Following multiple investigatory reports by local news organizations and multiple lawsuits being filed against the agency, the LVCM website was updated to read:
While the deputy city marshals' primary role is to enforce laws on city-owned property, deputy city marshals are also authorized to enforce all municipal street and traffic laws as well as state vehicle laws applicable to city roadways. Marshals frequently travel on city streets while responding to calls or patrolling facilities and may witness crimes in progress, requiring immediate action to protect citizens, safeguard property and prevent harm. This authority includes enforcing moving traffic violations within the city.

The city website further refers to marshals as being classified as "category I peace officers" by the state of Nevada. The city asserts this provides sworn LVCM personnel with "full arrest powers and the authority to conduct traffic stops for observed violations".

The city has further contested the jurisdiction and authority arguments in court. The city has also asserted that LVCM personnel have jurisdiction outside city property and that they had the authority to conduct traffic stops and make arrests outside of their standard jurisdiction. A spokesperson for the city has further opined that Nevada "category I peace officers" — such as sworn LVCM personnel — are not limited by geographical jurisdiction.

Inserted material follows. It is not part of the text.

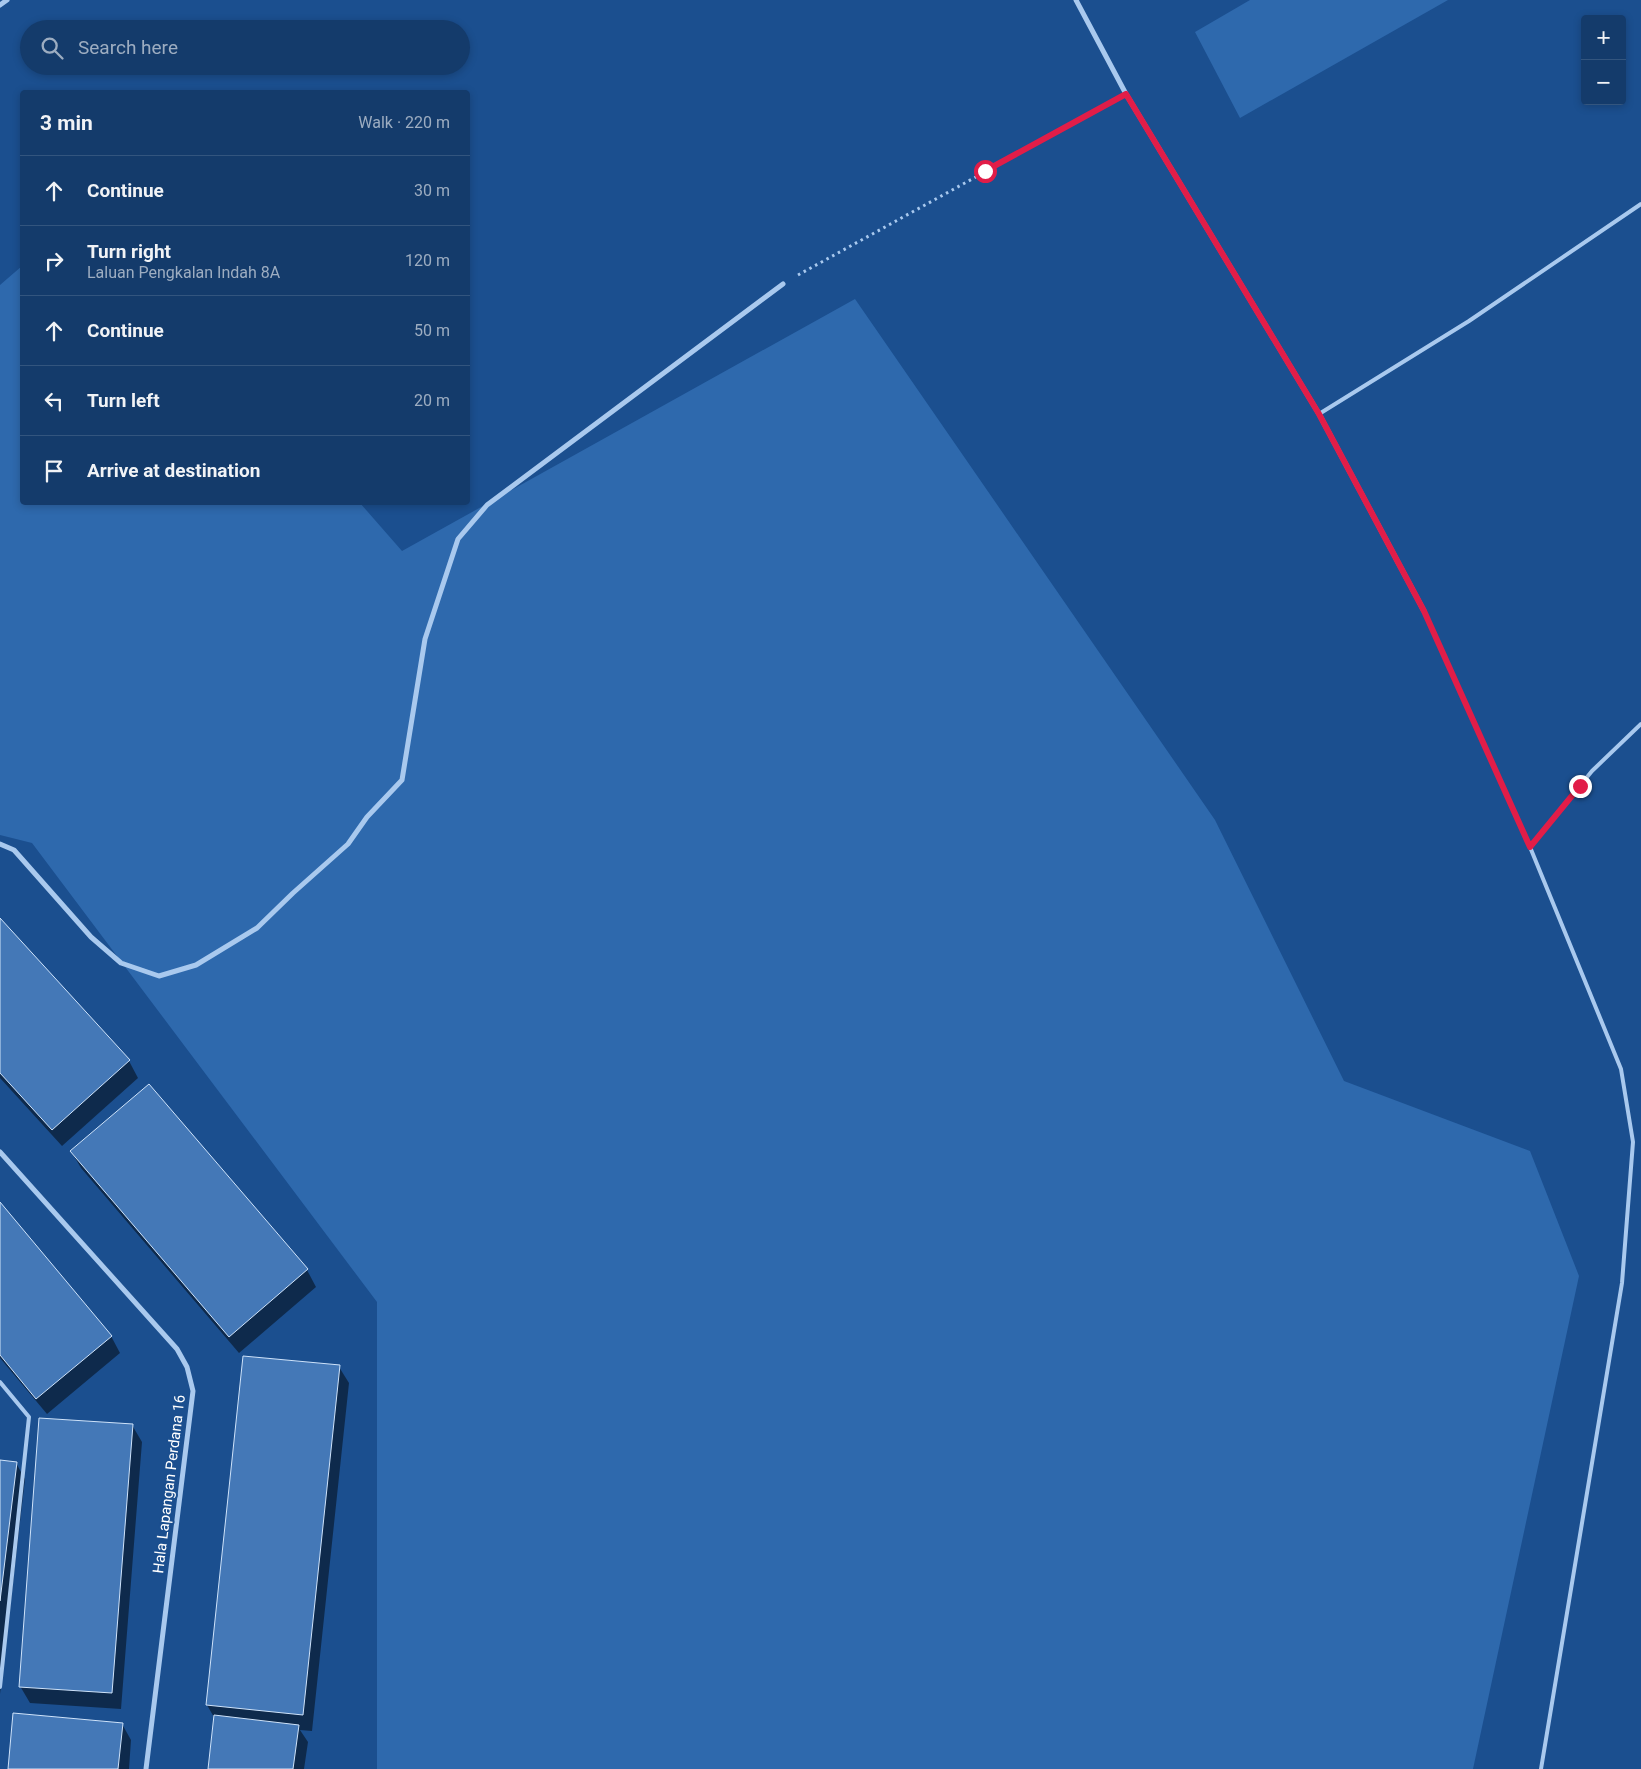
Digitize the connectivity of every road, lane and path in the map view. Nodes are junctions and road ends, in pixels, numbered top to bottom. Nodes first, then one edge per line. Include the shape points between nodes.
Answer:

Las Vegas city Mayor Shelley Berkley stated in 2025 that she "support[s]" the LVCM, further adding:

"I have to tell you, I am very keen on the marshals[...] I am not pleased about the lawsuits. I think they're frivolous and they're foolish. [...] As a citizen forget the fact that I'm the mayor as a citizen, if I see a crime in front of my eyes, I think it's my responsibility and my duty as a citizen to intervene in a way to protect the public. Now why would the marshals have less ability to do that than a private citizen in the city of Las Vegas?"

===Resolved lawsuits===

A 2025 lawsuit alleged that three Las Vegas residents were subject to excessive force, wrongful arrest, and racial profiling by the LVCM, stemming from an incident in November 2023. An investigation by KTNV-TV revealed that one officer involved in the incident resigned from the LVCM and was later hired by the North Las Vegas Police Department (the individual later "separated" from the NLVPD). In December 2025, the city agreed to pay a $150,000 settlement to the three plaintiffs, each receiving $50,000; the city did not admit to any liability. The city did not state whether or not they had many any policy or personnel changes (apart from the deputy marshal that resigned).

In April 2026, the city settled a lawsuit accusing the LVCM of excessive force for $20,000. As part of the settlement, the city stated that it was "pleased to reach a resolution to litigation and in this case no portion of the settlement was for lost wages, injuries, damages or an admission of liability."

===Other controversies===

According to an investigation by KTNV conducted in March 2025, marshals stopped and detained homeless people throughout the city, and alleges a marshal "kicked [a] man in the foot".